3/4 cup (st.) - 180 ml.
2/3 cup (st.) - 160 ml.
1/2 cup (st.) - 125 ml.
1/3 cup (st.) - 80 ml.
1/4 cup (st.) - 60 ml.
1 tablespoon (tbsp) - 15 ml.
1 teaspoon (tsp) - 5 ml.
1/5 teaspoon (tsp) - 1 ml.

We recommend

Preparation:

    Step 1
  • Preheat oven to 180C. Line a large, heavy baking sheet with parchment paper.
  • Step 2
  • Combine the flour and baking powder in a medium bowl. Using an electric mixer, beat the sugar, butter, lemon zest, and salt in a large bowl. Beat in the eggs one at a time. Add the flour mixture and mix well. Stir in the pistachios and cranberries.
  • Step 3
  • Form the dough into a log 33 cm long and 7-8 cm wide and place on a baking sheet. Bake until light golden brown, about 40 minutes. Cool for 30 minutes.
  • Step 4
  • Place the log on a cutting board. Using a sharp serrated knife, cut the log diagonally into 1.5-2 cm thick slices. Place the biscotti, cut side down, on a baking sheet. Bake until light golden brown, about 20 minutes.
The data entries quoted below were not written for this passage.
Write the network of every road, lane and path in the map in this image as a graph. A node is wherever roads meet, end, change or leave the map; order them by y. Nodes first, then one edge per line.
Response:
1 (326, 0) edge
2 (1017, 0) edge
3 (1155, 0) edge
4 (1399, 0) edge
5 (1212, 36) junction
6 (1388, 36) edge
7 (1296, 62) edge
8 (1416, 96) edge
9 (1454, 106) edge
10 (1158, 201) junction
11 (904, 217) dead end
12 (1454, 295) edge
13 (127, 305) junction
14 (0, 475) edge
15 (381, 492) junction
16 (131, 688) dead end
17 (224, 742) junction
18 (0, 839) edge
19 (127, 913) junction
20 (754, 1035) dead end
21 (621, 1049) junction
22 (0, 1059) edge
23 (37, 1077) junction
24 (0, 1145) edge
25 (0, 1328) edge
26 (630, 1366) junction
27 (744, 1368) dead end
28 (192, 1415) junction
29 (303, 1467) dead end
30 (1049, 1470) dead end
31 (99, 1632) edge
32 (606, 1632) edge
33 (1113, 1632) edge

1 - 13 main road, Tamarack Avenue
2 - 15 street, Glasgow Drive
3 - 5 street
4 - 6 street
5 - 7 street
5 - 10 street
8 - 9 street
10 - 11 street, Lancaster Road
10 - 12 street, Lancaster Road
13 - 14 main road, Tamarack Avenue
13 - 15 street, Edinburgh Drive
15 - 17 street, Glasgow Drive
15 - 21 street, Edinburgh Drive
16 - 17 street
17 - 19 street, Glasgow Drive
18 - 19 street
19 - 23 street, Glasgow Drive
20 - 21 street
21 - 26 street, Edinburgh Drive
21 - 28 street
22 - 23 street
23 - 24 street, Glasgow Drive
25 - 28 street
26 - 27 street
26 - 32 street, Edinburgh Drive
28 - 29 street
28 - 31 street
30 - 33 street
Transfer the biscotti to a wire rack to cool completely.
  • Step 5
  • Place the bowl over a double boiler, add the chocolate, and melt, stirring constantly. Dip the biscotti halfway into the melted chocolate. Gently shake off any excess chocolate. Place the biscotti on a baking sheet to allow the chocolate to set. Sprinkle with crystal sugar. Refrigerate for 35 minutes to allow the chocolate to harden.
  • Step 6
  • After you've dipped the biscotti in the melted chocolate, you can also dip them in chopped pistachios if you'd like.

    Biscotti cookies can be made in advance. Store them in an airtight container for up to 4 days, or wrap them in foil and freeze them in a plastic bag for up to 3 weeks.